Dataset entries
╭──

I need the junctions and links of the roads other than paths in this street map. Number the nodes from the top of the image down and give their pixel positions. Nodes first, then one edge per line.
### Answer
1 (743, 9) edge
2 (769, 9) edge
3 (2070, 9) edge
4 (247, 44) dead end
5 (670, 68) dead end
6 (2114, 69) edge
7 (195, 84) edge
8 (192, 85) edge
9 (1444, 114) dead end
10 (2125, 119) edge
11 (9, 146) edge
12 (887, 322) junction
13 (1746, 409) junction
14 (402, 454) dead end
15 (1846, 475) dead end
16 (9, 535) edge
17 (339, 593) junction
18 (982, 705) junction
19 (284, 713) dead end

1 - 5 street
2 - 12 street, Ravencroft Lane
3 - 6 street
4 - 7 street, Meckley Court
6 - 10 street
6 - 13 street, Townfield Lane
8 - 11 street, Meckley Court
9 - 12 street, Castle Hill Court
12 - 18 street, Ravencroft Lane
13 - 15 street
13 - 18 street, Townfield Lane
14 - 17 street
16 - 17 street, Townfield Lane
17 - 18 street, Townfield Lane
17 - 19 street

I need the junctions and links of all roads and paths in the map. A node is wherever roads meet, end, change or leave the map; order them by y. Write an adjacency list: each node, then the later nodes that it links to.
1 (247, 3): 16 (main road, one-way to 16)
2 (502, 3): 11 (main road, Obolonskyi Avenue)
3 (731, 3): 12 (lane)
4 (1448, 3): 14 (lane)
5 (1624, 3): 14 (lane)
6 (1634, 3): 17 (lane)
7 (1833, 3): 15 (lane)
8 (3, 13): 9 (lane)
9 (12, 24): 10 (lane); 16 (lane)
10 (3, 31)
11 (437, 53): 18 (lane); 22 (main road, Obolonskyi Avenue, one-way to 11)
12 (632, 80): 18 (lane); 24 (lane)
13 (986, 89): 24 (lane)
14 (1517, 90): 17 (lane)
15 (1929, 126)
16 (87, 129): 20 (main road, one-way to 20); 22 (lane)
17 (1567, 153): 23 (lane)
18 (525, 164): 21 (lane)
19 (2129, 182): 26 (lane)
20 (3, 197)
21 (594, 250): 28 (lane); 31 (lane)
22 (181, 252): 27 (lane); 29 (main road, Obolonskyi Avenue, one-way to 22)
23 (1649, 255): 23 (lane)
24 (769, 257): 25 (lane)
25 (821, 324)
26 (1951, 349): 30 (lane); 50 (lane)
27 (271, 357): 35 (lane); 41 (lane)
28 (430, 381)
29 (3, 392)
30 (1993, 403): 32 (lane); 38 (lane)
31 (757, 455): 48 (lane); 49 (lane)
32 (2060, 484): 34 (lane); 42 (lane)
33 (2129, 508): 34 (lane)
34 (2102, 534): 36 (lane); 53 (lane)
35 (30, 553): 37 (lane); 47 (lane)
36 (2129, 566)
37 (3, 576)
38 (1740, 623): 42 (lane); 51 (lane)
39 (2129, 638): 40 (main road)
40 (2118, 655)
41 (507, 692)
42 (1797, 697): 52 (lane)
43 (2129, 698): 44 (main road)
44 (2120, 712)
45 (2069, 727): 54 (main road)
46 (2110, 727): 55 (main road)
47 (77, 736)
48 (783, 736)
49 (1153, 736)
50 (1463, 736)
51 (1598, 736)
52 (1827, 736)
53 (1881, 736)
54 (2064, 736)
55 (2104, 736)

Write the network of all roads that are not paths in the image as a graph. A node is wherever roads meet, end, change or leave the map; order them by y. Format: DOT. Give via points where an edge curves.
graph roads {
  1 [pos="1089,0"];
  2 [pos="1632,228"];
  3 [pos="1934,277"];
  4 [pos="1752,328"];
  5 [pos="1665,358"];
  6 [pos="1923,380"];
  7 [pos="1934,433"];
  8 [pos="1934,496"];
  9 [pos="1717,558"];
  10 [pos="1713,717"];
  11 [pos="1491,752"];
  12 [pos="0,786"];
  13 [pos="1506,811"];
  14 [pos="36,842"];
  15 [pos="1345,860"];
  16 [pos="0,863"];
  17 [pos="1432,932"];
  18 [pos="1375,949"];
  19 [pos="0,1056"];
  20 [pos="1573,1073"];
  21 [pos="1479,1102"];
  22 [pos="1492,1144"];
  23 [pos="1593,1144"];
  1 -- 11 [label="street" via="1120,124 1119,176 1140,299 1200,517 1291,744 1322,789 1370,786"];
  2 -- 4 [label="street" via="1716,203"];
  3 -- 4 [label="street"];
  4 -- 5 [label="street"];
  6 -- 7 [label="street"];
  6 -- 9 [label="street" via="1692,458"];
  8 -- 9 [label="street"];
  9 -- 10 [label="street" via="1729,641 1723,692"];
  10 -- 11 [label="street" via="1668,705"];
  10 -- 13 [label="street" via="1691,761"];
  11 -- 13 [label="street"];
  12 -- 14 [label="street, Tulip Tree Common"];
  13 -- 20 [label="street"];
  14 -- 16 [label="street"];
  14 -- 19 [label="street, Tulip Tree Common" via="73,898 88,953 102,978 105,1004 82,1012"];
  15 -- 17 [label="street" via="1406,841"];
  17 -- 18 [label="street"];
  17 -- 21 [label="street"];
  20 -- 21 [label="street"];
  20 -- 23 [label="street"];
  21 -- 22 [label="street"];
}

╰──

EXERCISE GOAL: The data given above must be transcribed exactly and completely.

ANSWER:
I need the junctions and links of the roads other than paths in this street map. Number the nodes from the top of the image down and give their pixel positions. Nodes first, then one edge per line.
### Answer
1 (743, 9) edge
2 (769, 9) edge
3 (2070, 9) edge
4 (247, 44) dead end
5 (670, 68) dead end
6 (2114, 69) edge
7 (195, 84) edge
8 (192, 85) edge
9 (1444, 114) dead end
10 (2125, 119) edge
11 (9, 146) edge
12 (887, 322) junction
13 (1746, 409) junction
14 (402, 454) dead end
15 (1846, 475) dead end
16 (9, 535) edge
17 (339, 593) junction
18 (982, 705) junction
19 (284, 713) dead end

1 - 5 street
2 - 12 street, Ravencroft Lane
3 - 6 street
4 - 7 street, Meckley Court
6 - 10 street
6 - 13 street, Townfield Lane
8 - 11 street, Meckley Court
9 - 12 street, Castle Hill Court
12 - 18 street, Ravencroft Lane
13 - 15 street
13 - 18 street, Townfield Lane
14 - 17 street
16 - 17 street, Townfield Lane
17 - 18 street, Townfield Lane
17 - 19 street

I need the junctions and links of all roads and paths in the map. A node is wherever roads meet, end, change or leave the map; order them by y. Write an adjacency list: each node, then the later nodes that it links to.
1 (247, 3): 16 (main road, one-way to 16)
2 (502, 3): 11 (main road, Obolonskyi Avenue)
3 (731, 3): 12 (lane)
4 (1448, 3): 14 (lane)
5 (1624, 3): 14 (lane)
6 (1634, 3): 17 (lane)
7 (1833, 3): 15 (lane)
8 (3, 13): 9 (lane)
9 (12, 24): 10 (lane); 16 (lane)
10 (3, 31)
11 (437, 53): 18 (lane); 22 (main road, Obolonskyi Avenue, one-way to 11)
12 (632, 80): 18 (lane); 24 (lane)
13 (986, 89): 24 (lane)
14 (1517, 90): 17 (lane)
15 (1929, 126)
16 (87, 129): 20 (main road, one-way to 20); 22 (lane)
17 (1567, 153): 23 (lane)
18 (525, 164): 21 (lane)
19 (2129, 182): 26 (lane)
20 (3, 197)
21 (594, 250): 28 (lane); 31 (lane)
22 (181, 252): 27 (lane); 29 (main road, Obolonskyi Avenue, one-way to 22)
23 (1649, 255): 23 (lane)
24 (769, 257): 25 (lane)
25 (821, 324)
26 (1951, 349): 30 (lane); 50 (lane)
27 (271, 357): 35 (lane); 41 (lane)
28 (430, 381)
29 (3, 392)
30 (1993, 403): 32 (lane); 38 (lane)
31 (757, 455): 48 (lane); 49 (lane)
32 (2060, 484): 34 (lane); 42 (lane)
33 (2129, 508): 34 (lane)
34 (2102, 534): 36 (lane); 53 (lane)
35 (30, 553): 37 (lane); 47 (lane)
36 (2129, 566)
37 (3, 576)
38 (1740, 623): 42 (lane); 51 (lane)
39 (2129, 638): 40 (main road)
40 (2118, 655)
41 (507, 692)
42 (1797, 697): 52 (lane)
43 (2129, 698): 44 (main road)
44 (2120, 712)
45 (2069, 727): 54 (main road)
46 (2110, 727): 55 (main road)
47 (77, 736)
48 (783, 736)
49 (1153, 736)
50 (1463, 736)
51 (1598, 736)
52 (1827, 736)
53 (1881, 736)
54 (2064, 736)
55 (2104, 736)

Write the network of all roads that are not paths in the image as a graph. A node is wherever roads meet, end, change or leave the map; order them by y. Format: DOT. Give via points where an edge curves.
graph roads {
  1 [pos="1089,0"];
  2 [pos="1632,228"];
  3 [pos="1934,277"];
  4 [pos="1752,328"];
  5 [pos="1665,358"];
  6 [pos="1923,380"];
  7 [pos="1934,433"];
  8 [pos="1934,496"];
  9 [pos="1717,558"];
  10 [pos="1713,717"];
  11 [pos="1491,752"];
  12 [pos="0,786"];
  13 [pos="1506,811"];
  14 [pos="36,842"];
  15 [pos="1345,860"];
  16 [pos="0,863"];
  17 [pos="1432,932"];
  18 [pos="1375,949"];
  19 [pos="0,1056"];
  20 [pos="1573,1073"];
  21 [pos="1479,1102"];
  22 [pos="1492,1144"];
  23 [pos="1593,1144"];
  1 -- 11 [label="street" via="1120,124 1119,176 1140,299 1200,517 1291,744 1322,789 1370,786"];
  2 -- 4 [label="street" via="1716,203"];
  3 -- 4 [label="street"];
  4 -- 5 [label="street"];
  6 -- 7 [label="street"];
  6 -- 9 [label="street" via="1692,458"];
  8 -- 9 [label="street"];
  9 -- 10 [label="street" via="1729,641 1723,692"];
  10 -- 11 [label="street" via="1668,705"];
  10 -- 13 [label="street" via="1691,761"];
  11 -- 13 [label="street"];
  12 -- 14 [label="street, Tulip Tree Common"];
  13 -- 20 [label="street"];
  14 -- 16 [label="street"];
  14 -- 19 [label="street, Tulip Tree Common" via="73,898 88,953 102,978 105,1004 82,1012"];
  15 -- 17 [label="street" via="1406,841"];
  17 -- 18 [label="street"];
  17 -- 21 [label="street"];
  20 -- 21 [label="street"];
  20 -- 23 [label="street"];
  21 -- 22 [label="street"];
}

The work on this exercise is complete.